Shabbat Parashat Chukat| 5770
P’ninat Mishpat: Grounds for Psychological Observation to Prove Case(condensed from a p’sak din of Rav Shaul Yisraeli, Mishpetei Shaul, siman 44)
Case: A husband is suing his wife for divorce, after being separated for years and immediately living with another woman. He claims that his wife has psychological problems that make her incompatible to live with. He demands that she be sent for psychological observation with the hope of proving the veracity of this claim. The wife objects to being subjected to the observation.
Ruling: The Rama (Even Haezer 154:3) says that if a couple is not getting along and each blames the other, the husband is not believed to say that she is at fault because women are under the presumption of being upright people until proven otherwise.

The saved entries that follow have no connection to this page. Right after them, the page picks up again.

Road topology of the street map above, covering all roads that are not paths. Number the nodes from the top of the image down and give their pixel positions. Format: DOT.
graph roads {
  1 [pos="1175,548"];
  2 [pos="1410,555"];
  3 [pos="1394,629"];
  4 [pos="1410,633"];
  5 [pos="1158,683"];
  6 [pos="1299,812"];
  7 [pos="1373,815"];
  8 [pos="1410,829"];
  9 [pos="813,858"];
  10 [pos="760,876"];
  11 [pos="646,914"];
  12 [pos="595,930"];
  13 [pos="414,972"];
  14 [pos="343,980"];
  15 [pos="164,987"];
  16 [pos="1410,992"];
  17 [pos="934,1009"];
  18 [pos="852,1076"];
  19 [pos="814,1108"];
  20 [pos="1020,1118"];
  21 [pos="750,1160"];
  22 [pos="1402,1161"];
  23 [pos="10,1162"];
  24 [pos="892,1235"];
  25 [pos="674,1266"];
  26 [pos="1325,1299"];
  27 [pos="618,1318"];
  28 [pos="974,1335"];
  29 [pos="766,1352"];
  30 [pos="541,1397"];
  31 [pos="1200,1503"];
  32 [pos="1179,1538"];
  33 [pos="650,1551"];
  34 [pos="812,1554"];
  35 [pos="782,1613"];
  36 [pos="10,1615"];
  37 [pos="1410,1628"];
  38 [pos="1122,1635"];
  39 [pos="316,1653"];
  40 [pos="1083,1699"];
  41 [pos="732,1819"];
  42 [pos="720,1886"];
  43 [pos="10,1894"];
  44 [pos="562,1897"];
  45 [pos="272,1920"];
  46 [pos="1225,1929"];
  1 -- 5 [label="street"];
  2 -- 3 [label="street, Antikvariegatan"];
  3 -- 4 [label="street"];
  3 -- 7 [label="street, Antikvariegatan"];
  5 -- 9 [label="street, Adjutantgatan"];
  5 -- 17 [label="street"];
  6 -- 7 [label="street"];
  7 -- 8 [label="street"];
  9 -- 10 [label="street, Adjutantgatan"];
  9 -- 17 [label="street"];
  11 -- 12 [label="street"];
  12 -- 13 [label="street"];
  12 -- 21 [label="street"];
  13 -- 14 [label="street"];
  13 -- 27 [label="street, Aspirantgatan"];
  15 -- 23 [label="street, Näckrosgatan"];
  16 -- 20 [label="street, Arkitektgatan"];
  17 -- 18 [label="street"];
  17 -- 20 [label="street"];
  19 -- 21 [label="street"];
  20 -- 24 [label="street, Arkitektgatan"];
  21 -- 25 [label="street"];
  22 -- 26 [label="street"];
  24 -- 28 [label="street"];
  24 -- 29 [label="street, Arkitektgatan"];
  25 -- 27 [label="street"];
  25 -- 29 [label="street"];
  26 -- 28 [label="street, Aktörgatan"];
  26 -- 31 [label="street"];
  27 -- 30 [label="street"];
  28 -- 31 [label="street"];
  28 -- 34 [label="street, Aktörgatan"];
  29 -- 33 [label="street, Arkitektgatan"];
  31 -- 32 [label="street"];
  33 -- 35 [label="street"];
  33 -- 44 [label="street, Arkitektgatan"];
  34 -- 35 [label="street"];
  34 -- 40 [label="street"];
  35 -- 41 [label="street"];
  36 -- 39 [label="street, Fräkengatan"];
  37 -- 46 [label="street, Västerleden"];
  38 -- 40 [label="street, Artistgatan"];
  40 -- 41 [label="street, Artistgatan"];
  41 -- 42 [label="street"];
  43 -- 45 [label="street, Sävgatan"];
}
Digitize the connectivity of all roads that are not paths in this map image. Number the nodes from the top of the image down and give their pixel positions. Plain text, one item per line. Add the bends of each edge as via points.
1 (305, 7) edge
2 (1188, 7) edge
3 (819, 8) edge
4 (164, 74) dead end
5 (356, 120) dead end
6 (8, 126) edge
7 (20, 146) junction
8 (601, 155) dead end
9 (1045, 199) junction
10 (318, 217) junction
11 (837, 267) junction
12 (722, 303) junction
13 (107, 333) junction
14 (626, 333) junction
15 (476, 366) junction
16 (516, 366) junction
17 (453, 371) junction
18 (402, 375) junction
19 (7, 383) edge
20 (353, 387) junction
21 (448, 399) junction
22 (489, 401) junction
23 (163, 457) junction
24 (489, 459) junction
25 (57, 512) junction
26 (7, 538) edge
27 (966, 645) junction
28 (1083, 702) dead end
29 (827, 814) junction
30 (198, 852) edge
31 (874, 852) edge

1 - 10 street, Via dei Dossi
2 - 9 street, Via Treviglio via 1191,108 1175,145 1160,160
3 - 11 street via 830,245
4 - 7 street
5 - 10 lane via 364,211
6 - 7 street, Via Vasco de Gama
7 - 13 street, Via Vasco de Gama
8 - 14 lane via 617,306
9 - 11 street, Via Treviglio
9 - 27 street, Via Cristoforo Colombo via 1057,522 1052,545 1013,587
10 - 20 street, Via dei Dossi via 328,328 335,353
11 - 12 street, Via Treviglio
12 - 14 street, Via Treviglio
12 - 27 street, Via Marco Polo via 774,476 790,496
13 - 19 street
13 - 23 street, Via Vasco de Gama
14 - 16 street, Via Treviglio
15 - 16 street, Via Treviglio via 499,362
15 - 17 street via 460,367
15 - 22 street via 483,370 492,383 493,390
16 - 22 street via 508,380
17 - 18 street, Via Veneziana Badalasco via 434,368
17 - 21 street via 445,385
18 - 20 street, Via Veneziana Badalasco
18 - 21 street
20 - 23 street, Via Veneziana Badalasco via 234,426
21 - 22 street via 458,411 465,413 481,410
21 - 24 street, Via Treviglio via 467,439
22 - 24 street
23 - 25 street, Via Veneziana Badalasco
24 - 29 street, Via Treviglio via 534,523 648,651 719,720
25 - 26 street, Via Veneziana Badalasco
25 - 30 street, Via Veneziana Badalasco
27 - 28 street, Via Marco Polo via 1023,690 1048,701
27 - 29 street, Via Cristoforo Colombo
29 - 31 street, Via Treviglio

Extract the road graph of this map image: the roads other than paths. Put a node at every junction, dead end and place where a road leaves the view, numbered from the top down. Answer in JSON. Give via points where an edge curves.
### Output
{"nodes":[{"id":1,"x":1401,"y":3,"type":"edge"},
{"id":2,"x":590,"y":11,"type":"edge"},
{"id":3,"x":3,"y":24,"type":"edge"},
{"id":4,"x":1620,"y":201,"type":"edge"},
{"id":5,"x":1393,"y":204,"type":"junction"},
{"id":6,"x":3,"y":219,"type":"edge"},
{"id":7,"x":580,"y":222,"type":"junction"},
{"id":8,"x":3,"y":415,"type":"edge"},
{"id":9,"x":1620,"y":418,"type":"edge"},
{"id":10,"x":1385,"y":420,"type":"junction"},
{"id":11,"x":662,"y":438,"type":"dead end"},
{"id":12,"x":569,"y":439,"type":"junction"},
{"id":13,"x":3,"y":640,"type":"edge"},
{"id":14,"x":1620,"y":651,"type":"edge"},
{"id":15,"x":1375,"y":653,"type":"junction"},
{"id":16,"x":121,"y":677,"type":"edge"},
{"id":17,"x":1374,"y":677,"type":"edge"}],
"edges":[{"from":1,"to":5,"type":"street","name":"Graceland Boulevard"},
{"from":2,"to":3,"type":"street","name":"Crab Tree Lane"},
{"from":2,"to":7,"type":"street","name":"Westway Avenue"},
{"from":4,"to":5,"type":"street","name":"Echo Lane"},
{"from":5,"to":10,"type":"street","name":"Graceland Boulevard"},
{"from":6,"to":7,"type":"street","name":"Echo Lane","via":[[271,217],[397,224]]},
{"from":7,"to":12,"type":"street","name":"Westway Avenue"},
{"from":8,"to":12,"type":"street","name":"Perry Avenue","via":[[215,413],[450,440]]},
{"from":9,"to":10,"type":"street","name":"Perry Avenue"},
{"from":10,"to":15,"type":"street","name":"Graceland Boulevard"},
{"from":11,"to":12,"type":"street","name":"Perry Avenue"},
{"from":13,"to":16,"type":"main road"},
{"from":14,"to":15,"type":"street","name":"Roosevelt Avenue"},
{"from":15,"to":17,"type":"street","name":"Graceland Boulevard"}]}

Rather, we put other people among them to see who it is who is responsible for the volatile situation. The source for this halacha is the Rashba (cited in the Beit Yosef, EH 74), who says that if the husband explains his harsh treatment of his wife with the claim that she curses him to his face, he is not believed. This in turn is based on the gemara (Ketubot 72a) that a husband cannot justify strict restrictions on his wife by means of accusations about her behavior unless he substantiates the problem. However, we see that even in a case where the husband has not substantiated claims against her, he can arrange for means of observing her and thereby proving his case.
The idea of enabling him to prove his case is apparently based on the Rosh (Shut 6:9). He says that if one litigant claims that he has proof to his claim that is in the possession of another litigant, we can force him to produce it, just as one can demand of a third party. However, the Tur (CM 16) says that this is so only when the demanding party demonstrates to beit din that there are indications that such evidence exists. In the case of a couple with mutual recriminations, while we said that the wife is under the presumption of not acting grossly inappropriately, the husband also deserves the presumption that he did not act harshly without justification. Therefore, it is appropriate to check out the claim even if the woman prefers not doing so.
We would thus entertain the husband’s request, if we had an indication that he has grounds for his claim, e.g., he wouldn’t simply leave his home after years of marriage for no reason. However, this would be on condition that he convinced us or at least declared that if his claims proved to be without basis, he would be willing to reconcile; he is not. The problem with his stand is further weakened by the fact that he immediately went to live with another woman, which leads one to believe that his leaving had to do with the second woman in his life, not his wife’s alleged psychological problems. It is likely then that his request is an attempt to humiliate his wife, which beit din should not lend a hand to. This resembles the idea that a woman who says that her husband is despicable in her eyes is not believed if we know she has interest in another man (see Shulchan Aruch, EH 77: 2,3).